Ireland Loves ‘The Quiet Girl’

The first Irish-language film to receive an Oscar nomination, in its modest way, unites the Gaelic diaspora

Irish tragedy! Movie lovers flock to the wellspring–in the rest of the world, that is. But such pictures haven’t always won the heart of the home country. Ireland has had its fill of “Troubles Pornography.”

Along comes ‘The Quiet Girl,’ the first film in the Irish language to be nominated for an Oscar. It’s different. It united the Gaelic diaspora in deeply-felt admiration. Why is this?


THE QUIET GIRL ★★★★★ (5/5 stars)
Directed by:  Colm Bairéad
Written by: Colm Bairéad, adapted from ‘Foster’ by Claire Keegan
Starring: Catherine Clinch, Carrie Crowley, Andrew Bennett, Nic Chonaonaigh and Michael Patric
Running time: 94 min


Yes, the picture is a marvel of Irish sensibility. The photography could unfold in silence and you could still understand every frame. The faces of the principals are fable-like, even though they set the picture in 1981. It has all the qualities of a legend.

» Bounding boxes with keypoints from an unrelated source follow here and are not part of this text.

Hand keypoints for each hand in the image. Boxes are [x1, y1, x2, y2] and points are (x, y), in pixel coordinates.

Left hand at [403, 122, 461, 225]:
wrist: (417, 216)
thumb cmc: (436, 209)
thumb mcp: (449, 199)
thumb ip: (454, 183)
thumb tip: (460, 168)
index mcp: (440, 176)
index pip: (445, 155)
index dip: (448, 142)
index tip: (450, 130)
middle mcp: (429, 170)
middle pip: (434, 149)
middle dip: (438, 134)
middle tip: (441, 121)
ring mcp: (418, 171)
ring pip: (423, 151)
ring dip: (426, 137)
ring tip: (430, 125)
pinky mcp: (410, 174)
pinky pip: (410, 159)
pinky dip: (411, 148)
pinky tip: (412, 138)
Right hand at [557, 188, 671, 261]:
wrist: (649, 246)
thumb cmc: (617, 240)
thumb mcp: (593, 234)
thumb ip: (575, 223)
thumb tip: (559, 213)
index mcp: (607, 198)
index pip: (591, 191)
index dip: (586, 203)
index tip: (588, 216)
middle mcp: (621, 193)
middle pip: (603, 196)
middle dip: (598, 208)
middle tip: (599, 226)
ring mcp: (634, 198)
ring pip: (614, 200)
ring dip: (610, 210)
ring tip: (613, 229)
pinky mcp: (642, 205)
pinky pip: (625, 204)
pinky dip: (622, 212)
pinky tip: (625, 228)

But that’s not why the South and North love it. Ireland hasn’t always enjoyed what the movies portrayed of their struggle. Their sensitivity and sense of humor are more resilient in stories where the “Conflict” is in the background, never flogged up front. That’s why Derry Girls and The Guard are deliriously combustive, because of their attitude of “another day, another bomb threat.”

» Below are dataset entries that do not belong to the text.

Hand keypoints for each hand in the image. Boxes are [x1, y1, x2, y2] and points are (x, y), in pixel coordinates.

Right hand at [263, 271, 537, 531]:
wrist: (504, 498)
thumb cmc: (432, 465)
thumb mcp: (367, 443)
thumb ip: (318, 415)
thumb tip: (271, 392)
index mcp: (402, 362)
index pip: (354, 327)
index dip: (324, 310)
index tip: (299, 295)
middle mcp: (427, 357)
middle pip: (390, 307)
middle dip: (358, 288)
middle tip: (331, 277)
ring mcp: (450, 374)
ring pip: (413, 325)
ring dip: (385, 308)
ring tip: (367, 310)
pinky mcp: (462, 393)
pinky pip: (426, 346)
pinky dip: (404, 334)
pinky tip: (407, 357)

The Quiet Girl in its very quiet way is about a poverty and ingrained deficit that unfolds like an ancient rhyme. Specifically, the story is about the consequences for women and children. There is not enough food to feed the bairn, and hence they farm out some of the children–to work houses, or to foster families who have a little more milk.

If you don’t know the history, you’ll still be a rapt viewer— it’s a jewel of a character portrait. Cáit is a beautiful 9-year-old who goes away to distant relatives one summer because her family can’t afford to feed her. There’s too many mouths already, and she’s the weak link. Much to her (and our) surprise, the rejected daughter finds a care that relies on the most modest acts of cherishing a little one. Not a single thing is overdone. You remember the first time someone smoothed your brow.

I knew when I read the story the film is based on, (Foster by Clare Keegan) that Quiet Girl would cut me to the quick.

My Irish-American aunt, my mother’s youngest sib, was fostered as a baby when their mother died from complications of childbirth and malnutrition. All five O’Halloran kids were sent to an orphanage, and later rescued by my Great Aunt Tessie, who sadly said, “I can only feed four right now.”

Their birth father, (a lost cause as in The Quiet Girl) was my grandpa Jack, a man I never knew. He was a caricature of debasement. He too, spoke only English. Interesting, how the film only deploys that language through the one character who has lost his Irish way.

Like the “Foster” story,  my Auntie’s birth family eventually took her back. There was much shame; they never spoke of the period. After all, the American Dream said, “Food for everyone, a chicken in every pot.“ —Not one thin bag of government rice thrown out on a ghetto street for the neighborhood to fight over.

This was a certain kind of Irish existence that wasn’t that long ago in America, even if it seems like hidden history today. There’s always newcomers to despise and starve. Many who watch this film will think of people in their own family in a similar predicament, or one generation away.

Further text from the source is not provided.